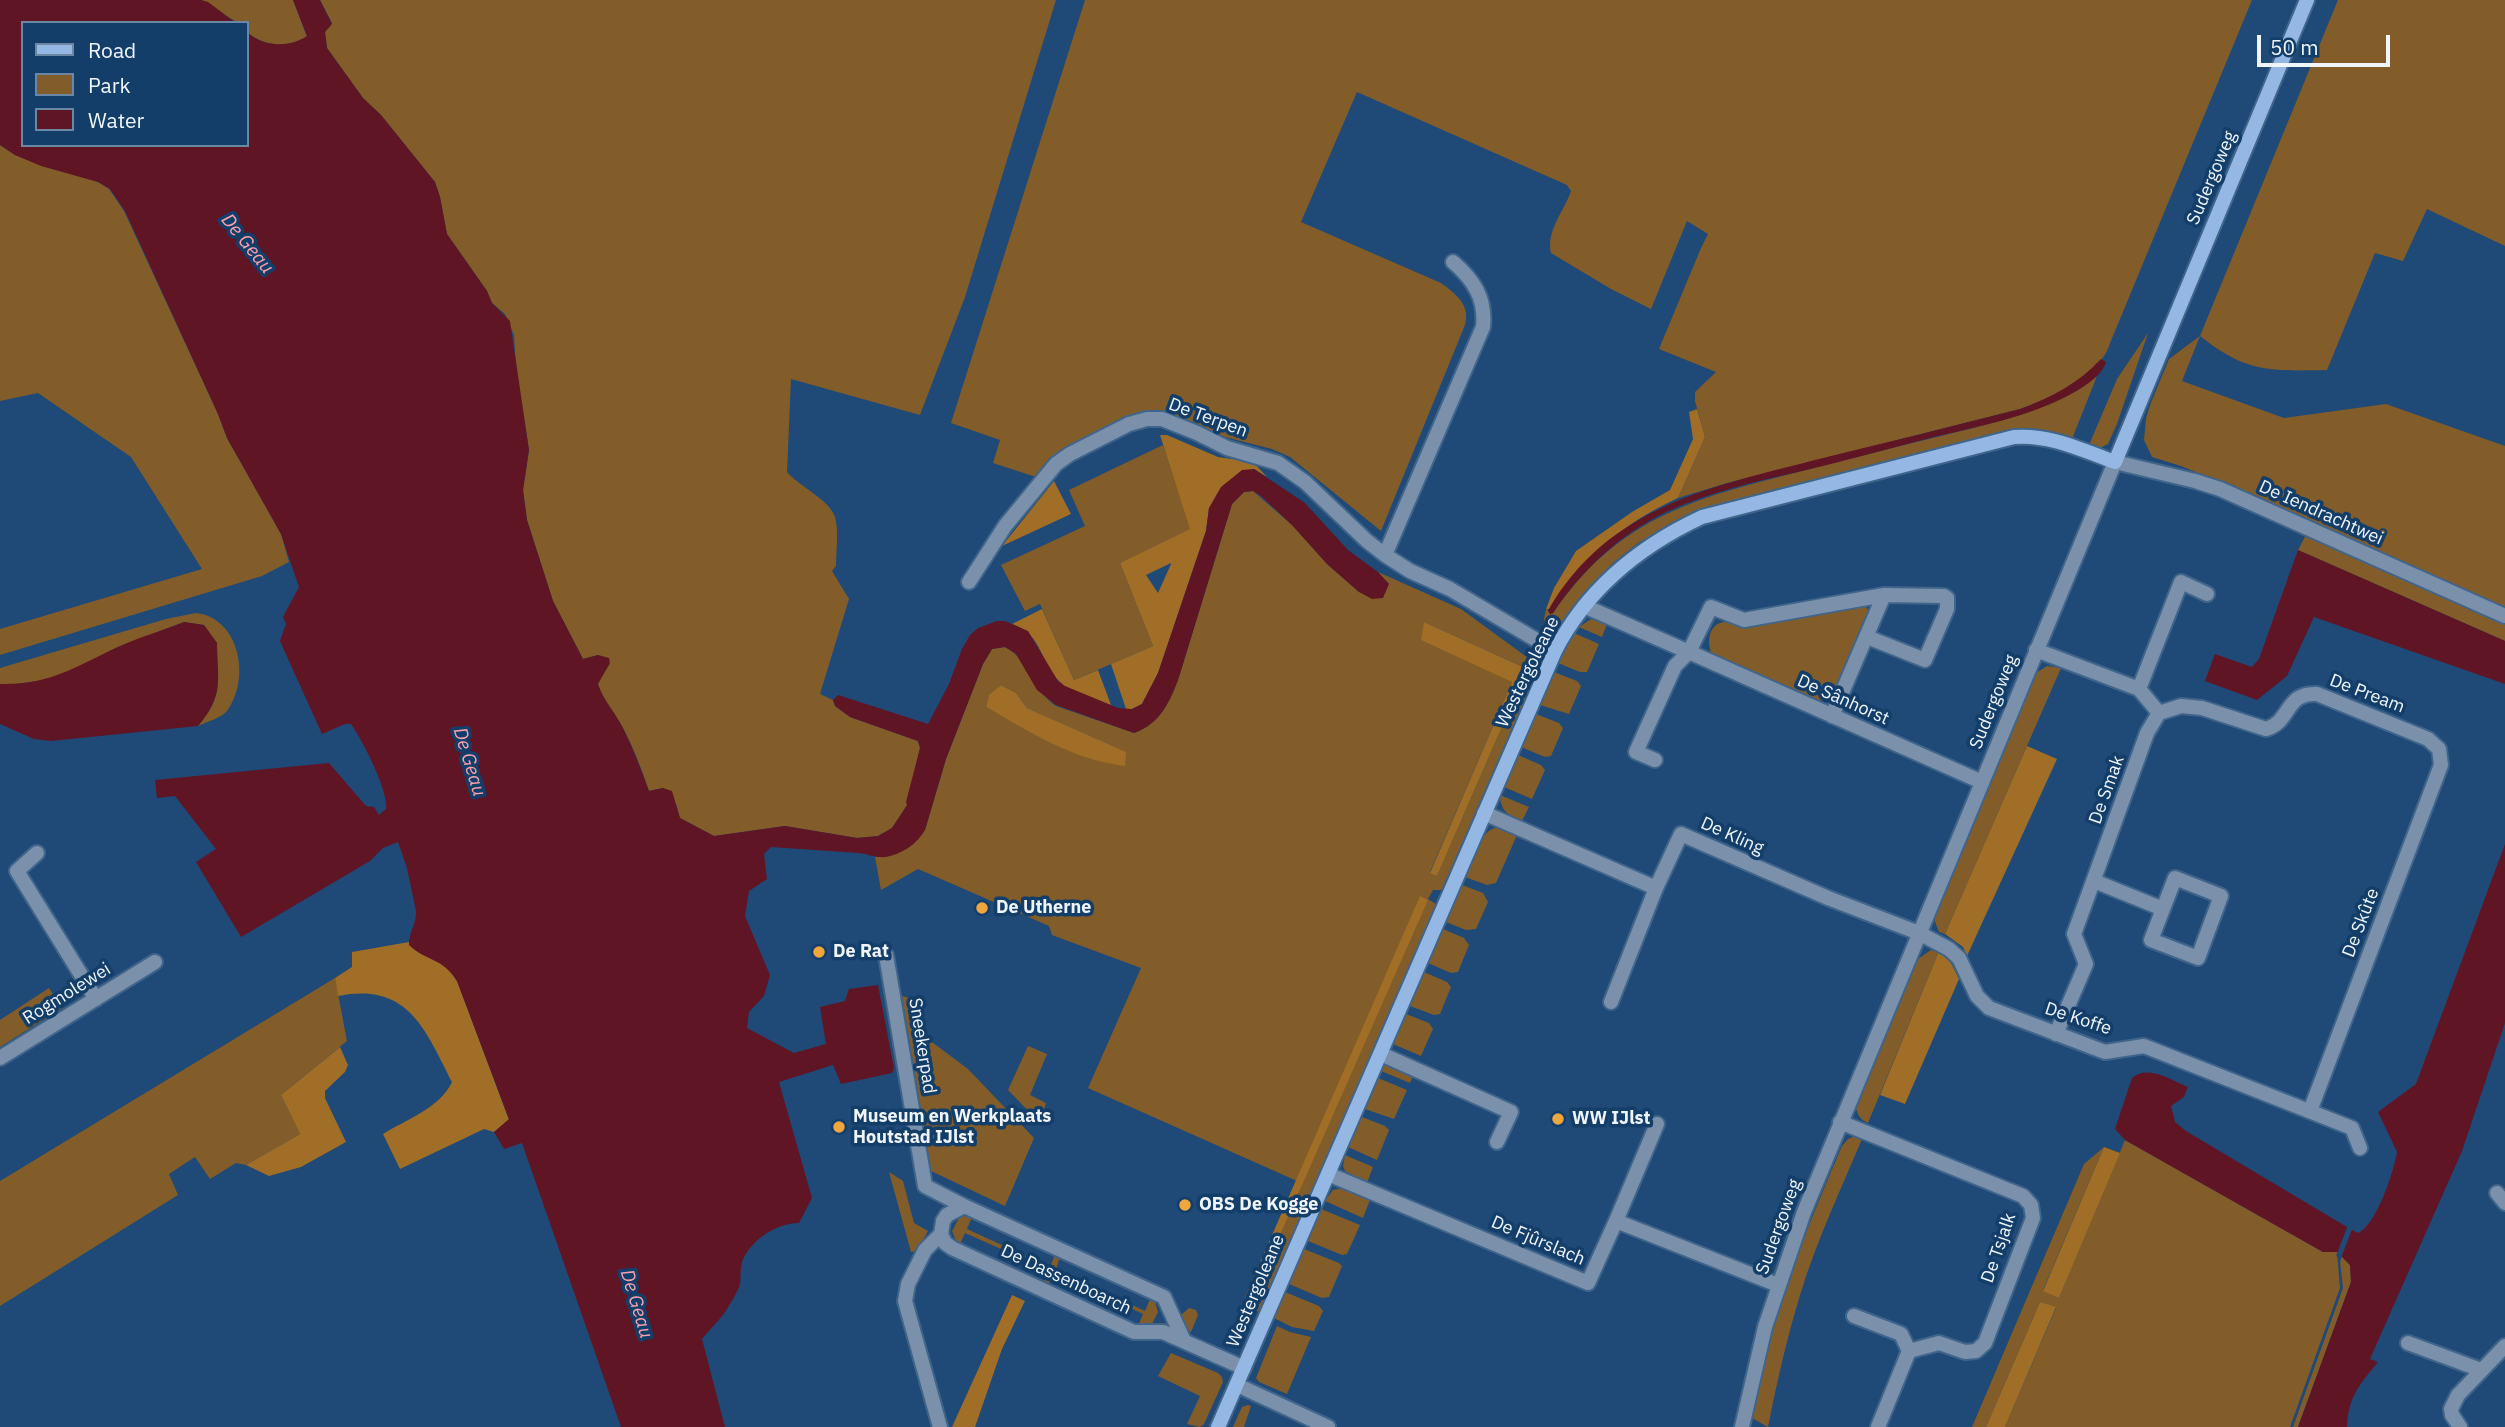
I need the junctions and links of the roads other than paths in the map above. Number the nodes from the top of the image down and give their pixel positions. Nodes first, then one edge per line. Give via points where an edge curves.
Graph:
1 (2307, 0) edge
2 (1453, 262) dead end
3 (2115, 463) junction
4 (1385, 555) junction
5 (969, 582) dead end
6 (2207, 594) dead end
7 (1884, 595) junction
8 (1584, 606) junction
9 (2505, 616) edge
10 (1867, 637) junction
11 (2036, 650) junction
12 (1555, 651) junction
13 (1689, 652) junction
14 (2139, 689) junction
15 (2159, 713) junction
16 (1832, 716) junction
17 (2439, 749) joint
18 (1655, 760) dead end
19 (1982, 782) junction
20 (1485, 813) junction
21 (37, 853) dead end
22 (2094, 881) junction
23 (1656, 888) junction
24 (2163, 909) junction
25 (1919, 933) junction
26 (886, 955) dead end
27 (155, 962) dead end
28 (96, 999) junction
29 (1611, 1002) dead end
30 (2056, 1034) junction
31 (1381, 1055) junction
32 (0, 1058) edge
33 (2310, 1111) junction
34 (1840, 1122) junction
35 (1657, 1124) dead end
36 (1497, 1142) dead end
37 (2360, 1148) dead end
38 (1328, 1174) junction
39 (964, 1206) junction
40 (1616, 1221) junction
41 (941, 1234) junction
42 (1778, 1285) junction
43 (1854, 1316) dead end
44 (1184, 1341) junction
45 (2408, 1343) dead end
46 (2505, 1346) edge
47 (1909, 1351) junction
48 (1244, 1368) junction
49 (2481, 1370) junction
50 (1237, 1385) junction
51 (940, 1427) edge
52 (1218, 1427) edge
53 (1328, 1427) edge
54 (1742, 1427) edge
55 (1878, 1427) edge
56 (2460, 1427) edge

1 - 3 street, Sudergoweg
2 - 4 street via 1476,286 1485,314 1483,327
3 - 8 street, Westergoleane via 2049,439 2014,437 1702,517 1642,550
3 - 9 street, De Iendrachtwei via 2220,489
3 - 11 street, Sudergoweg
4 - 5 street, De Terpen via 1278,463 1227,448 1162,419 1147,419 1100,438 1056,464 1005,526
4 - 12 street, De Terpen
6 - 14 street via 2181,582
7 - 10 street
7 - 10 street via 1944,596 1947,609 1925,660
7 - 13 street via 1744,620 1710,607
8 - 12 street, Westergoleane
8 - 13 street, De Sânhorst
10 - 16 street
11 - 14 street
11 - 19 street, Sudergoweg
12 - 20 street, Westergoleane
13 - 16 street, De Sânhorst
13 - 18 street via 1675,666 1636,752
14 - 15 street
15 - 17 street, De Pream via 2181,706 2202,708 2266,729 2283,719 2292,702 2317,694 2428,739
15 - 22 street, De Smak via 2147,733
16 - 19 street, De Sânhorst
17 - 33 street, De Skûte via 2441,765
19 - 25 street, Sudergoweg
20 - 23 street
20 - 31 street, Westergoleane
21 - 28 street via 17,871
22 - 24 street
22 - 30 street, De Smak via 2074,934 2087,964
23 - 25 street, De Kling via 1681,834
23 - 29 street
24 - 24 street via 2151,940 2197,958 2221,896 2175,878
25 - 30 street, De Koffe via 1959,958 1977,996 1989,1008
25 - 34 street, Sudergoweg
26 - 39 street, Sneekerpad via 925,1186
27 - 28 street, Rogmolewei
28 - 32 street, Rogmolewei
30 - 33 street, De Koffe via 2105,1052 2144,1046
31 - 36 street via 1511,1112
31 - 38 street, Westergoleane
33 - 37 street, De Koffe via 2351,1128
34 - 42 street, Sudergoweg
34 - 47 street, De Tsjalk via 2016,1192 2031,1205 2034,1218 1985,1342 1976,1351 1965,1352 1939,1342
35 - 40 street
38 - 40 street, De Fjûrslach via 1588,1283
38 - 48 street, Westergoleane
39 - 41 street via 947,1215
39 - 44 street, De Dassenboarch via 1164,1297
40 - 42 street
41 - 44 street, De Dassenboarch via 952,1248 1133,1332 1163,1332
41 - 51 street via 925,1250 905,1301
42 - 54 street, Sudergoweg
43 - 47 street via 1901,1334
44 - 48 street, De Dassenboarch
45 - 49 street
46 - 49 street
47 - 55 street
48 - 50 street, Westergoleane
49 - 56 street via 2454,1401 2452,1415
50 - 52 street, Westergoleane
50 - 53 street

=====

About this exercise ::
Going through the entries above, count the lines that have the word "Koffe" and state that count alone.

Answer section ::
3